God also promised that in the future, his city Zion [Jerusalem] will be delivered with justice, and those people who are penitent (remorseful for their sin) will be delivered with [Jesus’] righteousness (Isaiah 1:27).  While God will take from Jerusalem and Judah their food and water, and people will oppress one another – man against man, neighbor against neighbor, young against the old, persons of low status against those of high status  – the righteous will be kept safe and they will enjoy the fruit of their deeds (Isaiah 3:1,5,10).

Isaiah warns the people to not follow the kings Rezin and Pekah, or consult fortune tellers and mediums/spiritists to make decisions and try to see the future, but instead to consult God’s instructions and warnings, comparing his word to the light of dawn (Isaiah 8:19-20).  Those who turn away from God will find themselves in darkness and distress.

Distressed and hungry, they will roam through the land; when they are famished, they will become enraged and, looking upward, will curse their king and their God. Then they will look toward the earth and see only distress and darkness and fearful gloom, and they will be thrust into utter darkness (Isaiah 8:21-22).

Isaiah then speaks to Israel about hope; that in the future God is going to turn this whole gloomy scene around when Jesus is born.

Nevertheless, there will be no more gloom for those who were in distress. In the past [God] humbled the land of Zebulun and the land of Naphtali [by giving them over to other nations], but in the future he will honor Galilee of the nations, by the Way of the Sea, beyond the Jordan—The people walking in darkness [will] have seen a great light [Jesus]; on those living in the land of deep darkness a light has dawned (Isaiah 9:1-2).

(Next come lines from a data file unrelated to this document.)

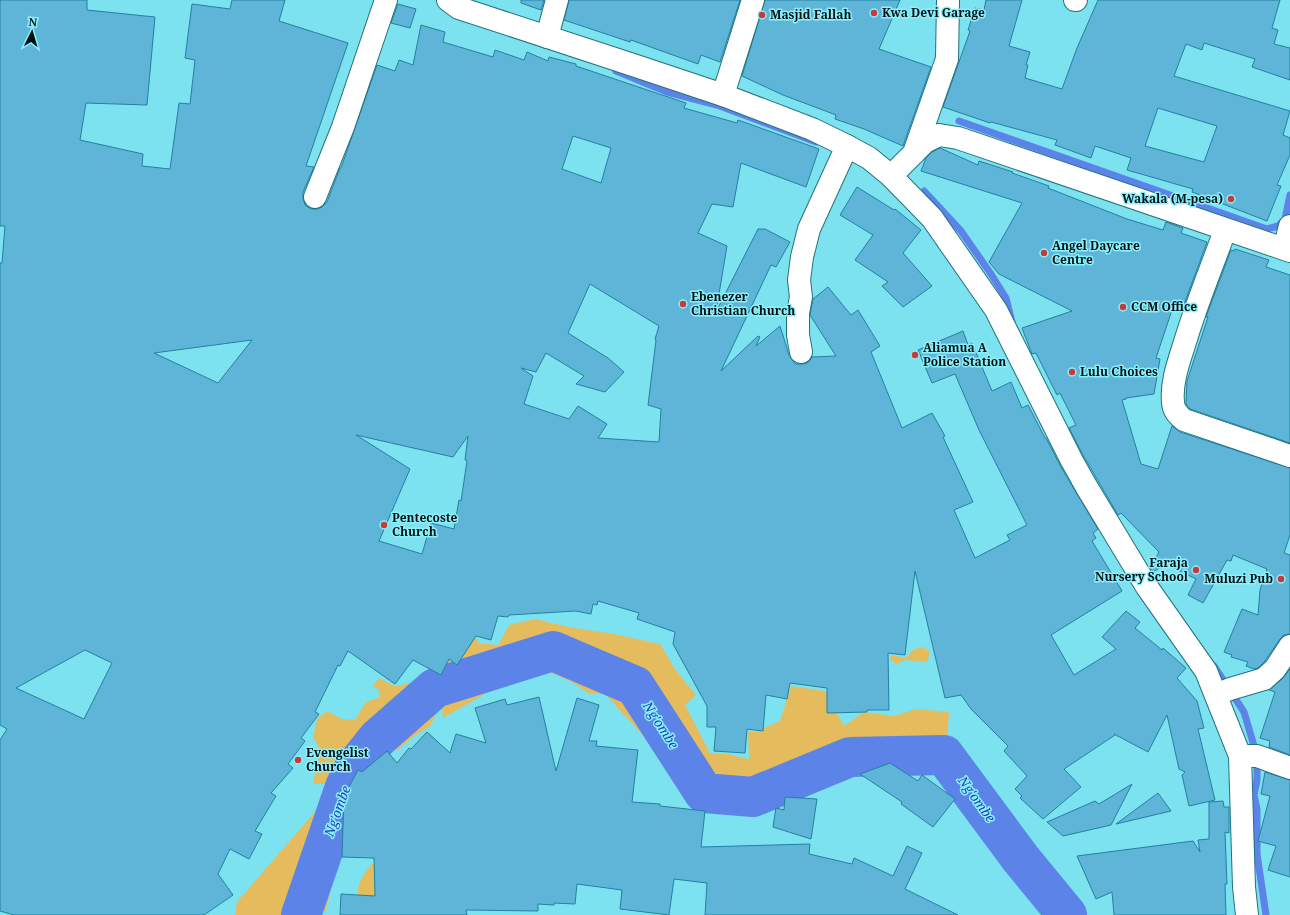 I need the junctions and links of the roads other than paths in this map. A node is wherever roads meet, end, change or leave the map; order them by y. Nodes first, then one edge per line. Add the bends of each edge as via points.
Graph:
1 (386, 0) edge
2 (448, 0) edge
3 (557, 0) edge
4 (753, 0) edge
5 (951, 1) edge
6 (547, 37) junction
7 (723, 96) junction
8 (847, 146) junction
9 (914, 153) junction
10 (891, 176) junction
11 (315, 197) dead end
12 (1290, 226) edge
13 (1225, 228) junction
14 (1287, 250) edge
15 (801, 352) dead end
16 (1290, 456) edge
17 (1290, 646) edge
18 (1216, 695) junction
19 (1240, 756) junction
20 (1290, 768) edge
21 (1247, 915) edge

1 - 11 street via 343,127
2 - 6 street via 459,8
3 - 6 street
4 - 7 street
5 - 9 street via 947,59
6 - 7 street
7 - 8 street via 812,128
8 - 10 street via 869,158
8 - 15 street via 809,229 802,257 798,280 801,297 798,313
9 - 10 street
9 - 13 street via 925,142 939,135 958,138
10 - 18 street via 932,218 996,310 1086,486 1147,587 1206,671
12 - 14 street
13 - 14 street
13 - 16 street via 1176,371 1173,405 1184,420
17 - 18 street via 1275,669 1264,679
18 - 19 street
19 - 20 street via 1257,756
19 - 21 street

[God has] shattered the yoke [of sin] that burdens them, the bar across their shoulders, the rod of their oppressor [Satan]… For to us a child is born, to us a son is given, and the government will be on [Jesus’] shoulders. And he will be called Wonderful Counselor, Mighty God, Everlasting Father, Prince of Peace. Of the greatness of his government and peace there will be no end. He will reign on David’s throne and over his kingdom, establishing and upholding it with justice and righteousness from that time on and forever (Isaiah 9:6-7).